Makaleler

Ufuk Uras: Bahçeli “Bizim 50 vekilimiz var, çoğunluk AK Parti’de, onların adım atması gerekiyor” dedi

“Bahçeli, ‘İlk adım olarak DEM grubunda el sıktım’ dedi. Türkiye açısından tarihsel önemi var, atılan adımlar olumludur. Devlet akılsız olacağına, devlet aklı olsun. Bu olay bir turnusol kağıdı”

T24 yazarlarından Tolga Şardan‘ın, Abdullah Öcalan’ın “umut hakkı” kapsamında cezaevinden çıkartılarak, silah bırakıldığını açıklaması çağrısında bulunan MHP Genel Başkanı Devlet Bahçeli ile görüşmesi gündemde epeyce tartışılan Ufuk Aras ile yaptığı röportaj şöyle devam ediyor:

– Sayın Bahçeli’yle görüştünüz, bu süreç nasıl işledi? Siz mi randevu istediniz yoksa Bahçeli mi davet etti?
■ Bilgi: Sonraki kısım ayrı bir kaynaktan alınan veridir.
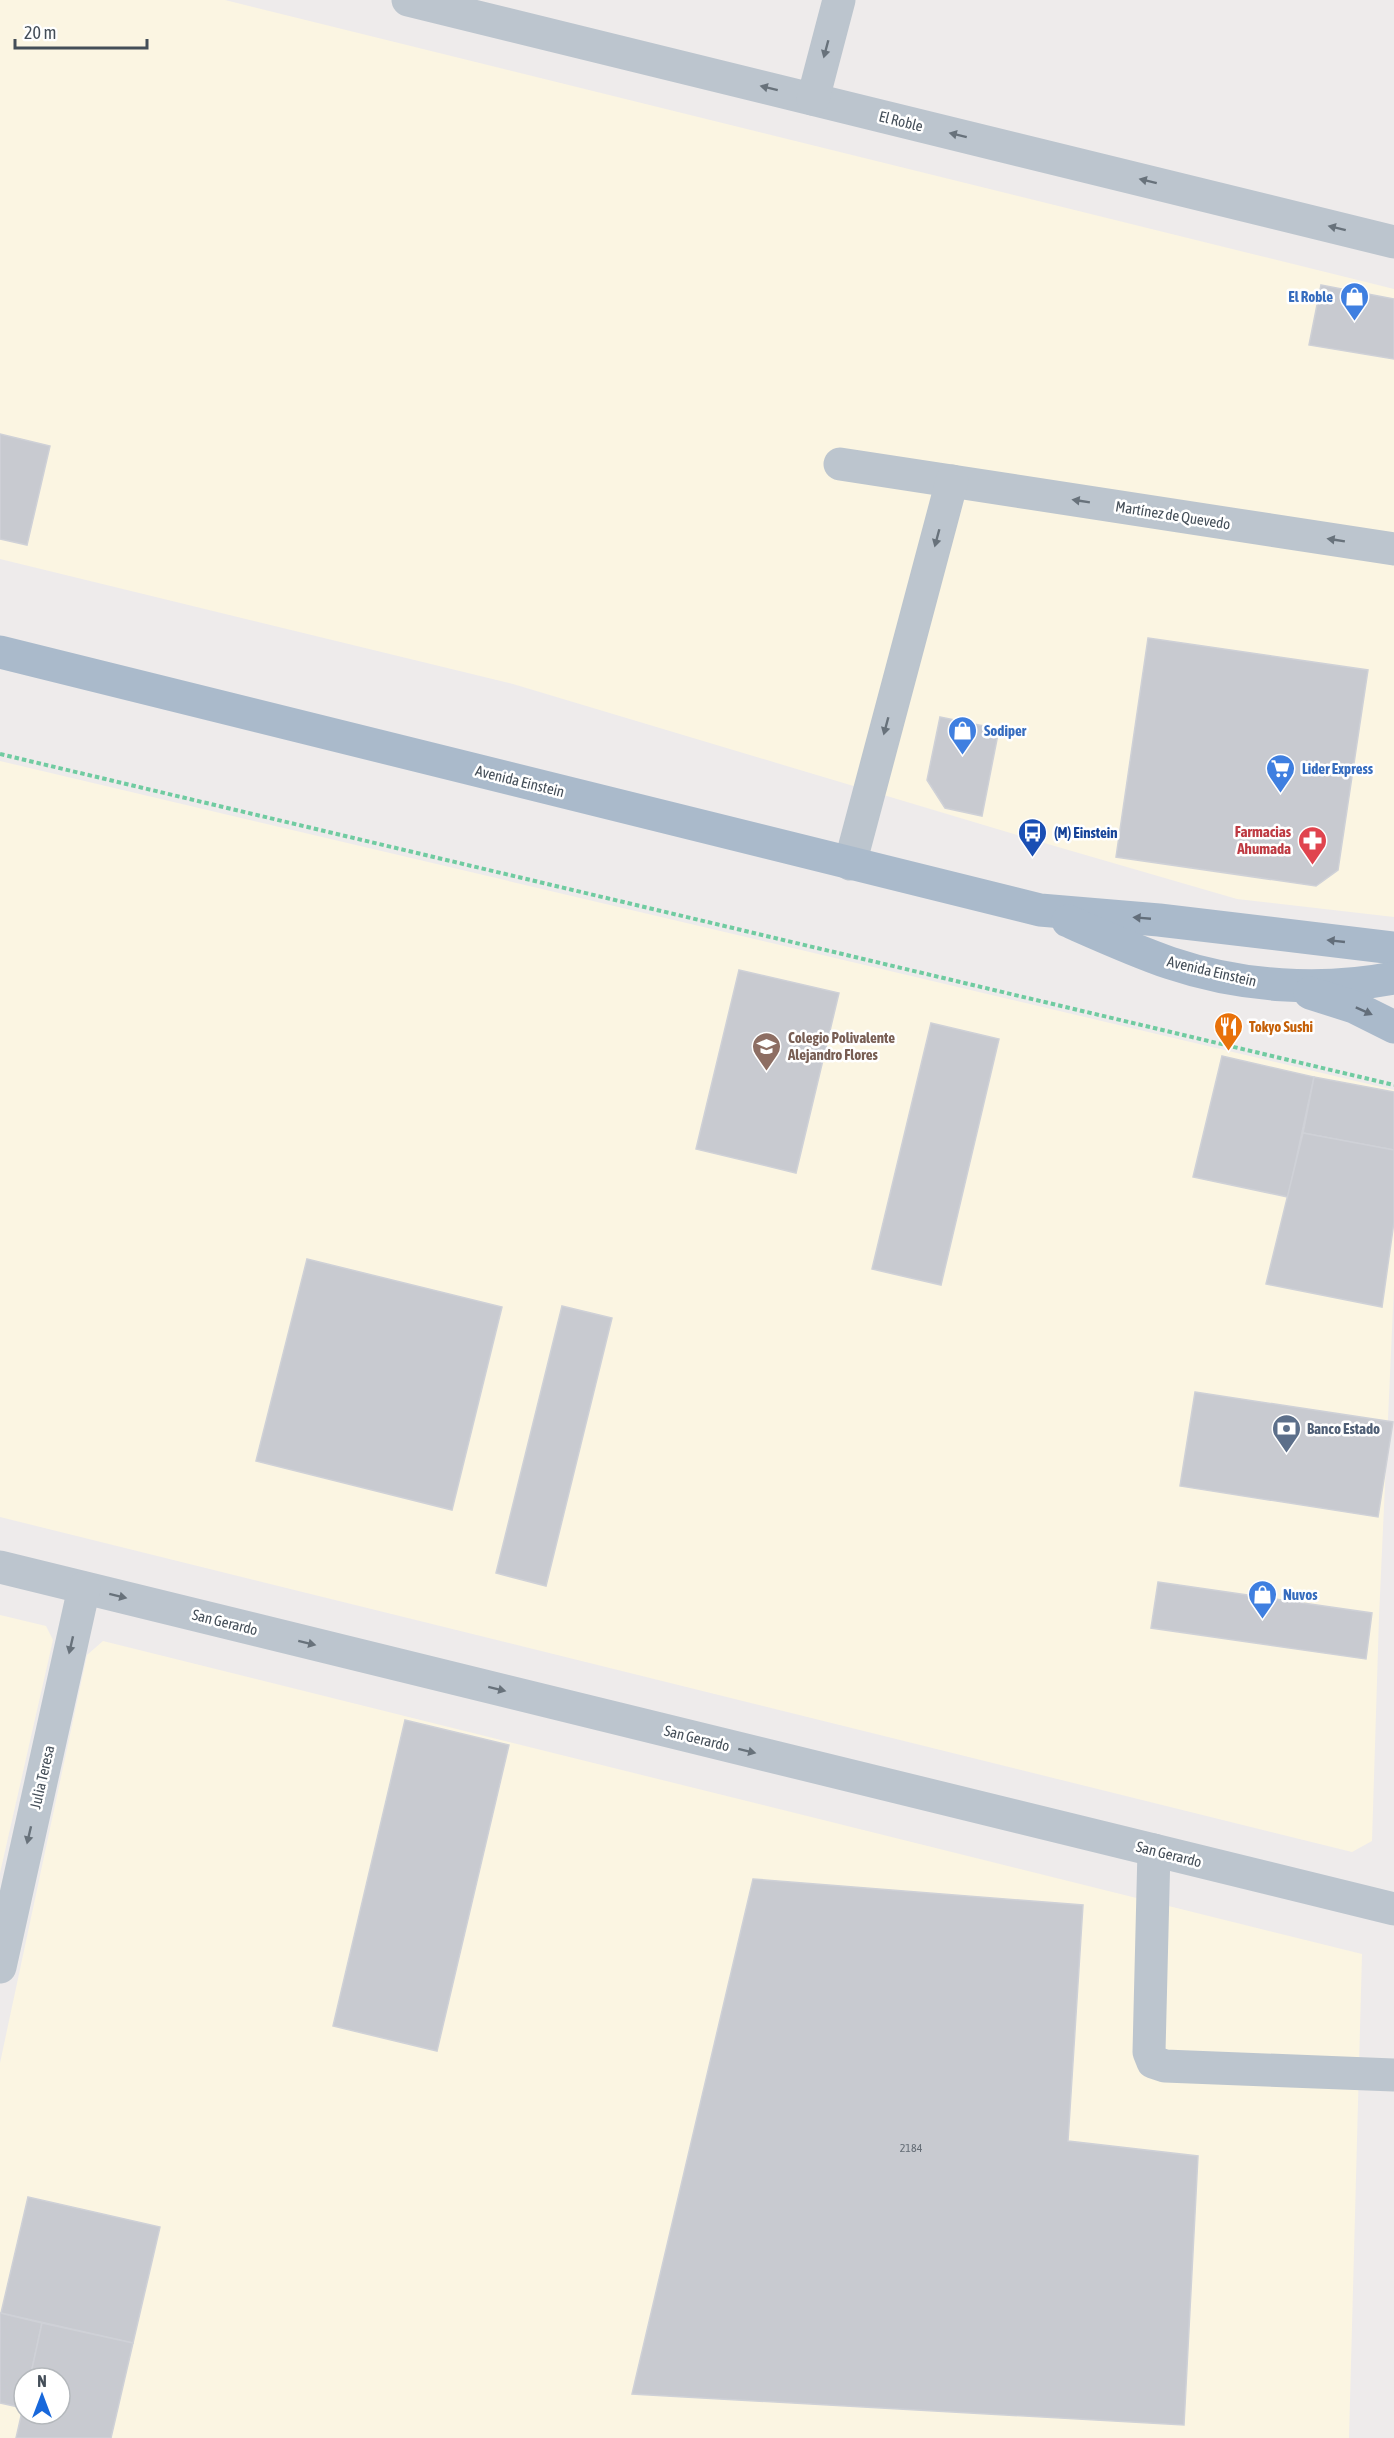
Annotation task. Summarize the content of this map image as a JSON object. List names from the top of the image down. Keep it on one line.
{"streets":{"main road":["Avenida Einstein"],"street":["El Roble","Martínez de Quevedo","San Gerardo","Julia Teresa"]},"crossings":[["San Gerardo","Julia Teresa"]],"one_way":["El Roble","Martínez de Quevedo","San Gerardo","Julia Teresa"],"places":{"shop":["El Roble","Sodiper","Nuvos"],"supermarket":["Lider Express"],"bus stop":["(M) Einstein"],"pharmacy":["Farmacias Ahumada"],"restaurant":["Tokyo Sushi"],"school or university":["Colegio Polivalente Alejandro Flores"],"bank":["Banco Estado"]},"house_numbers":["2184"],"scale_bar":"20 m","north":"top"}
Sayın Bahçeli’nin DEM’li vekillerin elini sıkması ve barış çağrısını yapması, Öcalan’la ilgili talebi bana çok önemli geldi. Tarihsel bir çağrı gibi geldi, daha sonra DEM’li yöneticilerin de çağrıya ‘evet’ demesi karşısında bekledim, ne olacak diye bir süre? Bir süre sonra bir af durumu olunca danışmanları vasıtasıyla görüşmek istediğimi söyledim. Sayın Bahçeli de randevu verince gittim.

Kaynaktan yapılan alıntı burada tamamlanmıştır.